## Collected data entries
********

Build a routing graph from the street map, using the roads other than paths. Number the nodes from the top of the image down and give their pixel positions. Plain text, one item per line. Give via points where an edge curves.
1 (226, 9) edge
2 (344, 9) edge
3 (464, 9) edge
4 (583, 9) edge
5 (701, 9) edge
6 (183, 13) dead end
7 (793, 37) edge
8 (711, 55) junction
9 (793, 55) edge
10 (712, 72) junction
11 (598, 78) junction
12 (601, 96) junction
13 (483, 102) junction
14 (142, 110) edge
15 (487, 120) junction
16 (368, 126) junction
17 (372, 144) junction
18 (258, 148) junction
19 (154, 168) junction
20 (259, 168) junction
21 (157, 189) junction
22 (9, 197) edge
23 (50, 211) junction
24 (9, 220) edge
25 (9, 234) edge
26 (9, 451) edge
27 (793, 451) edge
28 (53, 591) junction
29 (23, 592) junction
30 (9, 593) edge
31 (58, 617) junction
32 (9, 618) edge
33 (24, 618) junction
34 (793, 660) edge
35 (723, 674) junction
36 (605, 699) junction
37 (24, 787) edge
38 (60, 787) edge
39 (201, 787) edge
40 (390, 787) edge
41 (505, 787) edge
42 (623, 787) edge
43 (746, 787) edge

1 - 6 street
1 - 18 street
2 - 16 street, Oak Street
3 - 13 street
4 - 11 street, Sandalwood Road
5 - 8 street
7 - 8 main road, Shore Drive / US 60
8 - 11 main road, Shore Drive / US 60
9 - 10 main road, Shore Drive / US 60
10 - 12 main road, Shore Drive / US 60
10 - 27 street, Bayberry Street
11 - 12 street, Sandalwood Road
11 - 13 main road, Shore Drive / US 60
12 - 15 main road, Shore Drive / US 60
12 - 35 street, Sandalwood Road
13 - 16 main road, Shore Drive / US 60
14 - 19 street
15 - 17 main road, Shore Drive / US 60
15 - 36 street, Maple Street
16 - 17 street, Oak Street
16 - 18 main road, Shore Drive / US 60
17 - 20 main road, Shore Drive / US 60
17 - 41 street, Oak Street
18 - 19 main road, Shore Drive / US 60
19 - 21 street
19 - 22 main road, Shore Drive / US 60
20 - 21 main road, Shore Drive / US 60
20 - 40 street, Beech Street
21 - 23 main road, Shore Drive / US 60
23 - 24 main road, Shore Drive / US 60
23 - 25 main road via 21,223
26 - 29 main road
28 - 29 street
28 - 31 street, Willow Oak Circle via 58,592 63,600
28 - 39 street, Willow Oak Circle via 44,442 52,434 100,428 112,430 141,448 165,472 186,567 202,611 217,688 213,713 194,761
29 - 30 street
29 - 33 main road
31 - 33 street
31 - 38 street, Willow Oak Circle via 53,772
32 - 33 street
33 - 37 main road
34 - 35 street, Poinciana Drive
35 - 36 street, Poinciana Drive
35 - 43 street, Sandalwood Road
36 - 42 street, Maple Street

********

## Work to complete
The word to find is "Circle". Copy every line of the data that holds it.

## Result
28 - 31 street, Willow Oak Circle via 58,592 63,600
28 - 39 street, Willow Oak Circle via 44,442 52,434 100,428 112,430 141,448 165,472 186,567 202,611 217,688 213,713 194,761
31 - 38 street, Willow Oak Circle via 53,772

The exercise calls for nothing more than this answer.